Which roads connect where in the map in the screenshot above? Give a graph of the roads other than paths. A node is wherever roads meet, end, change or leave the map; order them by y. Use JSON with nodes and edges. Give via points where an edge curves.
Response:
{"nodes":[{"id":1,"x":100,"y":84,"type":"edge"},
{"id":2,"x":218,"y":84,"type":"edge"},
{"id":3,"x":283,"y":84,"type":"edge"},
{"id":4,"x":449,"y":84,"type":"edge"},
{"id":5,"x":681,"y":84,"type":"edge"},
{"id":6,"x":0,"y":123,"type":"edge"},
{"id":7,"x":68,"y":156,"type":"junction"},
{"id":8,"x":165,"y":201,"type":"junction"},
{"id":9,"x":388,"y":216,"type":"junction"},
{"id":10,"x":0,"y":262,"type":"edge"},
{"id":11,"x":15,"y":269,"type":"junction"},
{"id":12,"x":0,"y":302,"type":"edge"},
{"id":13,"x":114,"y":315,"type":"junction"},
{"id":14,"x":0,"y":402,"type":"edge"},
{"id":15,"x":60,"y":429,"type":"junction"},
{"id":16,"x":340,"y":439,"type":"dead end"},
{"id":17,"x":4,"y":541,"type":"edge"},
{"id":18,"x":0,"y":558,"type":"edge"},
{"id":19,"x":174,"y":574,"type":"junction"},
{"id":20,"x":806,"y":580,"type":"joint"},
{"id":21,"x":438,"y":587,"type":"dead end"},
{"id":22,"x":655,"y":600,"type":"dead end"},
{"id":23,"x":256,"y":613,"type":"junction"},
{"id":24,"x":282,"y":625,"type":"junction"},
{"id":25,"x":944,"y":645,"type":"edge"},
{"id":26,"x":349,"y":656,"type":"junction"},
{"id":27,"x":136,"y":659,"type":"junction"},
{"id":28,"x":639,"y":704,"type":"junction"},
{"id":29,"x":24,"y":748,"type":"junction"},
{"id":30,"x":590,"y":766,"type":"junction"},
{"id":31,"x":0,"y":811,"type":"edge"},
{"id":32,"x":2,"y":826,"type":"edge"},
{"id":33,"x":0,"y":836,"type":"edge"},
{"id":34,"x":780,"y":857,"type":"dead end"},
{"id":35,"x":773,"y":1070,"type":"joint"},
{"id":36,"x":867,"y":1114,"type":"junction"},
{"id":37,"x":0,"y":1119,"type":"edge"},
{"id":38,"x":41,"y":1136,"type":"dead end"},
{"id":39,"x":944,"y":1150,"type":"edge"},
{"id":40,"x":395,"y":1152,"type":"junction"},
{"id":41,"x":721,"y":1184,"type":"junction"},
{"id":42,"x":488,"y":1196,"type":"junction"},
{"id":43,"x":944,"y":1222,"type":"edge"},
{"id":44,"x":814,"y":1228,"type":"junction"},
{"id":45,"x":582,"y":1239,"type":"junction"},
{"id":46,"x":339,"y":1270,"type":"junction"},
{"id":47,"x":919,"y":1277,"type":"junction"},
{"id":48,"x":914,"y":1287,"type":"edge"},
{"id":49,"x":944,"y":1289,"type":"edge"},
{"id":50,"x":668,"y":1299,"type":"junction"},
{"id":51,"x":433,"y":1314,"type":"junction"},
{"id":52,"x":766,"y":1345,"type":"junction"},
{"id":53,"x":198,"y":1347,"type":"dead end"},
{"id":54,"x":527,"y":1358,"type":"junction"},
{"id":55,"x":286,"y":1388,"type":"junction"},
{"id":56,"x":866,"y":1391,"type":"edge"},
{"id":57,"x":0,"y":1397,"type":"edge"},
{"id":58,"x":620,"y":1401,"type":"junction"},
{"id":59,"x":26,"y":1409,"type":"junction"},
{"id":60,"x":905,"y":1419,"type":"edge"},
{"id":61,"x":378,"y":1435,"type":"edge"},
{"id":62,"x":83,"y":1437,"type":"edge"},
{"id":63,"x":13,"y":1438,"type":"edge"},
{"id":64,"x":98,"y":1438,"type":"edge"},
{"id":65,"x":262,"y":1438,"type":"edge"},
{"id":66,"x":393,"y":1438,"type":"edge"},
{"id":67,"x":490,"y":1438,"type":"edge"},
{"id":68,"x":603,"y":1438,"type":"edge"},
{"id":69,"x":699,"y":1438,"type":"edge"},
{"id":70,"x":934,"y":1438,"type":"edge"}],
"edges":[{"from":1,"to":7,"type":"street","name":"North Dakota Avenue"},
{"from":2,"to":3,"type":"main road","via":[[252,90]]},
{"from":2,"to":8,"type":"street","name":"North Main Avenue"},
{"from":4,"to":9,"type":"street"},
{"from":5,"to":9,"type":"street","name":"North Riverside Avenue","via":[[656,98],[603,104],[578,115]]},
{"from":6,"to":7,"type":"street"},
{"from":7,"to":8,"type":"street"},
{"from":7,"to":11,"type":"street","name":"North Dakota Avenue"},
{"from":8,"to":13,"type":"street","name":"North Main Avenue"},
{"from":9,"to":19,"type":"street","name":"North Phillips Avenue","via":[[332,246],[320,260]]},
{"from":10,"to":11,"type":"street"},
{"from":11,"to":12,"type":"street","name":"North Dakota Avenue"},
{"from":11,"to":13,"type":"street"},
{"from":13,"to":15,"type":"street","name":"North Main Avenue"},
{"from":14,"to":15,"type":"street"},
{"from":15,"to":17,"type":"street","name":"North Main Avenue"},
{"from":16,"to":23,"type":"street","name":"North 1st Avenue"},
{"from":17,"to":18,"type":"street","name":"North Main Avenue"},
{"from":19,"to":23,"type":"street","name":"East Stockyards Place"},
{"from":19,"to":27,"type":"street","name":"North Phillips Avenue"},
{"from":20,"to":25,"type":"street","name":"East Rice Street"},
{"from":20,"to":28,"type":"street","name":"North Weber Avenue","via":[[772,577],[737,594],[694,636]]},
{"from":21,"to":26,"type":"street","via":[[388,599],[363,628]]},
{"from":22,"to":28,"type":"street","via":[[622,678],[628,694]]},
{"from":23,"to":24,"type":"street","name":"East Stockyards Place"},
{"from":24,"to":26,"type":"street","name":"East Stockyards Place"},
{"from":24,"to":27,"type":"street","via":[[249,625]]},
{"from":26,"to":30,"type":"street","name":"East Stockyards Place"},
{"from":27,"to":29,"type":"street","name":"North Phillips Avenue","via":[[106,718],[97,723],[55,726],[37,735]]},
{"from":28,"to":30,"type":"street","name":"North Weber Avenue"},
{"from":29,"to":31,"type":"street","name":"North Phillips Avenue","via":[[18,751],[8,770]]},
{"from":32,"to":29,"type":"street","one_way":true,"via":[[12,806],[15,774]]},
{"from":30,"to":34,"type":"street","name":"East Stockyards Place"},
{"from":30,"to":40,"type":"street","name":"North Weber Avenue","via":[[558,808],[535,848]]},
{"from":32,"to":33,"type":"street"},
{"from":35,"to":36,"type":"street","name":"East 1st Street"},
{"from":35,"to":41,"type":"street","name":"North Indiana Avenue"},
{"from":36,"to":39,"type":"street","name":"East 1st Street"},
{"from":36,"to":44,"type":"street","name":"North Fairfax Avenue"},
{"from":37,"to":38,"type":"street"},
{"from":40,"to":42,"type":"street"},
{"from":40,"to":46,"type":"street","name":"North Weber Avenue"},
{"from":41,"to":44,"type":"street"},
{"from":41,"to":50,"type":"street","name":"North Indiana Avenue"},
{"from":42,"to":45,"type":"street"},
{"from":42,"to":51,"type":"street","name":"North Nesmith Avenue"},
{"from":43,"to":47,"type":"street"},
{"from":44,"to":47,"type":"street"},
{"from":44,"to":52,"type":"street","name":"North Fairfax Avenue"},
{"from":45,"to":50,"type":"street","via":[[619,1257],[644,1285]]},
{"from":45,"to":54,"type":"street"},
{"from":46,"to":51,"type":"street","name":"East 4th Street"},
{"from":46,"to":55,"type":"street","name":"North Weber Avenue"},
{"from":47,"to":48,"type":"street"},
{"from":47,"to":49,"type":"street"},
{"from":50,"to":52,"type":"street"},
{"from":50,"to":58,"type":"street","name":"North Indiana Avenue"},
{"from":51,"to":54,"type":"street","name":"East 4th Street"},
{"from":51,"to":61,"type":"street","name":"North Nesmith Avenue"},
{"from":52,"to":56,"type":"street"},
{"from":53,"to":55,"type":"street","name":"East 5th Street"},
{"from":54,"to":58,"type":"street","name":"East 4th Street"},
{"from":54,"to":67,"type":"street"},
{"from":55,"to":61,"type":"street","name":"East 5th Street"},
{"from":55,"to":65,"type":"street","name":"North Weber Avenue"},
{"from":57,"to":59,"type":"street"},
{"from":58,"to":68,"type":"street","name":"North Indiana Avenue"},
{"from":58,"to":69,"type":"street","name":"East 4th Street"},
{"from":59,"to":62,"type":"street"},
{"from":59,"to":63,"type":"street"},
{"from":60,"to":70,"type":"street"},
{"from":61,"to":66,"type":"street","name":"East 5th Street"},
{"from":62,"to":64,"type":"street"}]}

-- Activity --
Scan the material above. Copy each line that holds the word "Fairfax".

-- Solution --
{"from":36,"to":44,"type":"street","name":"North Fairfax Avenue"},
{"from":44,"to":52,"type":"street","name":"North Fairfax Avenue"},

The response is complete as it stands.